When the word "Number" shows up in a line of the records below, copy that line.

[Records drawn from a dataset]

════════════════

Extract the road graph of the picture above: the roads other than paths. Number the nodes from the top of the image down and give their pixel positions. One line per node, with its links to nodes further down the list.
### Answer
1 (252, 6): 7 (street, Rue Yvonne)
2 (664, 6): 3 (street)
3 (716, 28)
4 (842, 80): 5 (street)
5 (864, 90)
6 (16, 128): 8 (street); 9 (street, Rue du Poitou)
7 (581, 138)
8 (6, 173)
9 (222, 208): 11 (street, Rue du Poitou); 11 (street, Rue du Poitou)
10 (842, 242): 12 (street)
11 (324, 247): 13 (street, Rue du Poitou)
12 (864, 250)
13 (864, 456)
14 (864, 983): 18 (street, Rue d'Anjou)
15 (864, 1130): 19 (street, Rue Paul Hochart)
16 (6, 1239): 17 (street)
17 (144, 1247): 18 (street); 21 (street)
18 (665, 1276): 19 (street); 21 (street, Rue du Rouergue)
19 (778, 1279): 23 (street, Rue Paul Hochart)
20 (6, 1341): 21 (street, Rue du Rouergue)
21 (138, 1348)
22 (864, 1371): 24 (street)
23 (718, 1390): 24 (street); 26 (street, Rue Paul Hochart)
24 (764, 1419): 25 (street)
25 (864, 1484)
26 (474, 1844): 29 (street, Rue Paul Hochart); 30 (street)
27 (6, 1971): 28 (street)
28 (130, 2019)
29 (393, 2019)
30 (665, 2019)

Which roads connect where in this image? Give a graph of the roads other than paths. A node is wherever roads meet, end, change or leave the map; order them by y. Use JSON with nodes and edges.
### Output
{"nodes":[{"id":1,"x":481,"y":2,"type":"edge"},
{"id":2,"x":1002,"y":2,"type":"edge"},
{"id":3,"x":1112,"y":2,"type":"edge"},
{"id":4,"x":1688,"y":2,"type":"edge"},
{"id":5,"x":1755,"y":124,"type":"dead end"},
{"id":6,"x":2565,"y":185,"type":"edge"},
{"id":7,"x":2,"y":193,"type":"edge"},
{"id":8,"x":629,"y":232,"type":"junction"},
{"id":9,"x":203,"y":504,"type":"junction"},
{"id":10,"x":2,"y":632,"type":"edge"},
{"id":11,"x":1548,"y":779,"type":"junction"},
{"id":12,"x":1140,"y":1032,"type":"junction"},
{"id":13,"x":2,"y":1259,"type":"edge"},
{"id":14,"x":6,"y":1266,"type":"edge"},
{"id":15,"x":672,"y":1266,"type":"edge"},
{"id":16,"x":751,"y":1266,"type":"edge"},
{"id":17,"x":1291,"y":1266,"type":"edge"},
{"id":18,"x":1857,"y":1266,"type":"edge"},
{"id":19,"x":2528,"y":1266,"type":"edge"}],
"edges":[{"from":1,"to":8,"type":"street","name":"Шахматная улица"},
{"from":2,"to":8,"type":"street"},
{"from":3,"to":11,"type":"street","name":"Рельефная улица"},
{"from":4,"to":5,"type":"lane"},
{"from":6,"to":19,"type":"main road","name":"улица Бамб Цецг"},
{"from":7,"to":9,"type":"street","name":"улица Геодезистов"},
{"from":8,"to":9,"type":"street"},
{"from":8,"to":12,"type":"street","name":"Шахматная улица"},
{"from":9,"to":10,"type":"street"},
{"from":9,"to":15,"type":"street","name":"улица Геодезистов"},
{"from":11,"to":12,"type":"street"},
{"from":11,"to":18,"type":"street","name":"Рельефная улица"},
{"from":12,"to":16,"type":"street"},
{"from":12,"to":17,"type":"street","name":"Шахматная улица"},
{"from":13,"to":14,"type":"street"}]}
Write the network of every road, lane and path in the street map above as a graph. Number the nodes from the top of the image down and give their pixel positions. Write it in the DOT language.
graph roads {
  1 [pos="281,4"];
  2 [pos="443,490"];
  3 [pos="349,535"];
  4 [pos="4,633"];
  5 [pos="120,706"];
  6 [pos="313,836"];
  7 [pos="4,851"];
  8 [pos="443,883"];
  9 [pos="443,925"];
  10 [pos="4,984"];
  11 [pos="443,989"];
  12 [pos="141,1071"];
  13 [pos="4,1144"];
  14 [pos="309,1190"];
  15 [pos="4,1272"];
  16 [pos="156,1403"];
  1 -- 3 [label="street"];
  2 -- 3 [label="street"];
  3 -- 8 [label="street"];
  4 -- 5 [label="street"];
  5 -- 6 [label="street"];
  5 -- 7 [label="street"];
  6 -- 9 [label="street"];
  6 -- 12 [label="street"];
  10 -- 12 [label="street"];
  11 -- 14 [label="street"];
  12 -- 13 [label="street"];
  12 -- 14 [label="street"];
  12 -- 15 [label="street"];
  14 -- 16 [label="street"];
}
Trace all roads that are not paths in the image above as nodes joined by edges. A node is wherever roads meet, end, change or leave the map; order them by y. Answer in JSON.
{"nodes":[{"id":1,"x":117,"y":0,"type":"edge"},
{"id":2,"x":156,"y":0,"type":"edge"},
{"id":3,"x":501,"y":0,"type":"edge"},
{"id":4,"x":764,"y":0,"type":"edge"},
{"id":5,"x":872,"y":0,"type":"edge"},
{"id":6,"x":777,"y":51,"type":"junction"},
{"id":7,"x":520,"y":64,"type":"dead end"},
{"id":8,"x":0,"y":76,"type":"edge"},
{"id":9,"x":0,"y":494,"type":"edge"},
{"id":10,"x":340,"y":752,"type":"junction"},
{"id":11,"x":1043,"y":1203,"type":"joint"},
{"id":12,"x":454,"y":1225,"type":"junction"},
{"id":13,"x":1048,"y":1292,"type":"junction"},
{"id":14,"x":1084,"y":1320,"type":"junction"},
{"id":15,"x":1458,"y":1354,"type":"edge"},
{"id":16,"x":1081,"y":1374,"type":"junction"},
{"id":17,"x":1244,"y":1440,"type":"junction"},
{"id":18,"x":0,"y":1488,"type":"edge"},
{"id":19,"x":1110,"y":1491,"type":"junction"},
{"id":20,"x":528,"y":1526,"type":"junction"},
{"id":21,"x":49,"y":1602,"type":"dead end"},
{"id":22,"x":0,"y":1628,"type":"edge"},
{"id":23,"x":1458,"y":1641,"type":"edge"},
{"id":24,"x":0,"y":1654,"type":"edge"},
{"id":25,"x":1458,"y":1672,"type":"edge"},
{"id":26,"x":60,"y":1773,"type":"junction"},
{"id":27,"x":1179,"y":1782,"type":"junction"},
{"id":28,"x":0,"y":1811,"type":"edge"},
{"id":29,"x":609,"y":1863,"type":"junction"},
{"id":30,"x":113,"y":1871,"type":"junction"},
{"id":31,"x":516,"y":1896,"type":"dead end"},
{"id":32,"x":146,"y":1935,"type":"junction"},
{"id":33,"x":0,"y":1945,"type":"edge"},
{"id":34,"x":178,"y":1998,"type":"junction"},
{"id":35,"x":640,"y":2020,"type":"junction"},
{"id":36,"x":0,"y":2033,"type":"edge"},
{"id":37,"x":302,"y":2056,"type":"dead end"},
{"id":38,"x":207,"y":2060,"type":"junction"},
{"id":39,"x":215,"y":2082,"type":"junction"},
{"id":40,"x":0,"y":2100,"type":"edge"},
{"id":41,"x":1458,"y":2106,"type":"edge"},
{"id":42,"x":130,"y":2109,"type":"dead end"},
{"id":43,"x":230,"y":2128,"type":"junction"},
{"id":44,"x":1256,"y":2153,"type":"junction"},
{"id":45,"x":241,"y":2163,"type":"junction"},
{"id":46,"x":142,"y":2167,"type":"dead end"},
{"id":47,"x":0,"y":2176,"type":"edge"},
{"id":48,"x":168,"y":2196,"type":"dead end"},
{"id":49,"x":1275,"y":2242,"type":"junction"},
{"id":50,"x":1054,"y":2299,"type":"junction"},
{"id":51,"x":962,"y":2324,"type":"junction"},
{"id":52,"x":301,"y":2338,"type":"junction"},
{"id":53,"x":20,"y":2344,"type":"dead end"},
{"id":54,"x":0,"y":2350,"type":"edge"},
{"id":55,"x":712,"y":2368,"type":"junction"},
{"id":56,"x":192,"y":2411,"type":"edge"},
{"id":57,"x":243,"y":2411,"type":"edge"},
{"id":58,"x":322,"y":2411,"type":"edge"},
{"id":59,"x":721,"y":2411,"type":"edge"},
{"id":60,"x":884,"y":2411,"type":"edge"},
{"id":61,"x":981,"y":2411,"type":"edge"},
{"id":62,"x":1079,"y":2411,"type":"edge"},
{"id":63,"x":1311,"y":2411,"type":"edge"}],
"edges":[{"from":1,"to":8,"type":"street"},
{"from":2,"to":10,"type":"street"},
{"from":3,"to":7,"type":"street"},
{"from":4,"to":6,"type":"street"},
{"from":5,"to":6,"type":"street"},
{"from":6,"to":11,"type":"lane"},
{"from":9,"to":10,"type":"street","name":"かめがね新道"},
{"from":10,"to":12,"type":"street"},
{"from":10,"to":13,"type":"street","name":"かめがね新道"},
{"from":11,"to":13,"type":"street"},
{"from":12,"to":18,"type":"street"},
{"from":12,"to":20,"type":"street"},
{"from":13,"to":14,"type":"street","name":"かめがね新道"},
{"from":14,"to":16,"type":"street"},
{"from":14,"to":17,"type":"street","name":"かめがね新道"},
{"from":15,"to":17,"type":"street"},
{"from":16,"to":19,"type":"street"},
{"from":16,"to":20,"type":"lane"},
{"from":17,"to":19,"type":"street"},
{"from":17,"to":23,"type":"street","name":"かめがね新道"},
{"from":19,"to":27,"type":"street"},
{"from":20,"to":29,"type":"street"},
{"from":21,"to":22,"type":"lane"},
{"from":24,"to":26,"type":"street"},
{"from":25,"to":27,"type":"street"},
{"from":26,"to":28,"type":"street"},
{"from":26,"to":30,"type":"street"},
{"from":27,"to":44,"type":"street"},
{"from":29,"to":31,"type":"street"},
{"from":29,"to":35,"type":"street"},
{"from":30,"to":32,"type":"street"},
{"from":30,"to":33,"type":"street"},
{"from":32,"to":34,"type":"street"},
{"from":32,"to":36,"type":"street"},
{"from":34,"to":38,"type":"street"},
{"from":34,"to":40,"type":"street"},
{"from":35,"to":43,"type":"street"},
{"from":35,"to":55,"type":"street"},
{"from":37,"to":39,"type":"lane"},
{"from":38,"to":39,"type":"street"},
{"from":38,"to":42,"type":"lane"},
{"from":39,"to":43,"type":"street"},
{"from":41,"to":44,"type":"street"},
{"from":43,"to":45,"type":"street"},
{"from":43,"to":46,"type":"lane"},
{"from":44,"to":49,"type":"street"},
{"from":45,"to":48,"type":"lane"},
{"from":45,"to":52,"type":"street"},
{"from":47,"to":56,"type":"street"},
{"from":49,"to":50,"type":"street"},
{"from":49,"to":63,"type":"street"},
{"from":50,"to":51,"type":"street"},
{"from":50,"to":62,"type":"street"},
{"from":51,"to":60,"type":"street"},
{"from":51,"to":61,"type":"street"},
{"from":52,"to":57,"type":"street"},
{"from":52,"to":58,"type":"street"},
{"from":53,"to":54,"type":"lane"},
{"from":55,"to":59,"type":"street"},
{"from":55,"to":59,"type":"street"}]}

════════════════

Answer space:
Extract the road graph of the picture above: the roads other than paths. Number the nodes from the top of the image down and give their pixel positions. One line per node, with its links to nodes further down the list.
Write the network of every road, lane and path in the street map above as a graph. Number the nodes from the top of the image down and give their pixel positions. Write it in the DOT language.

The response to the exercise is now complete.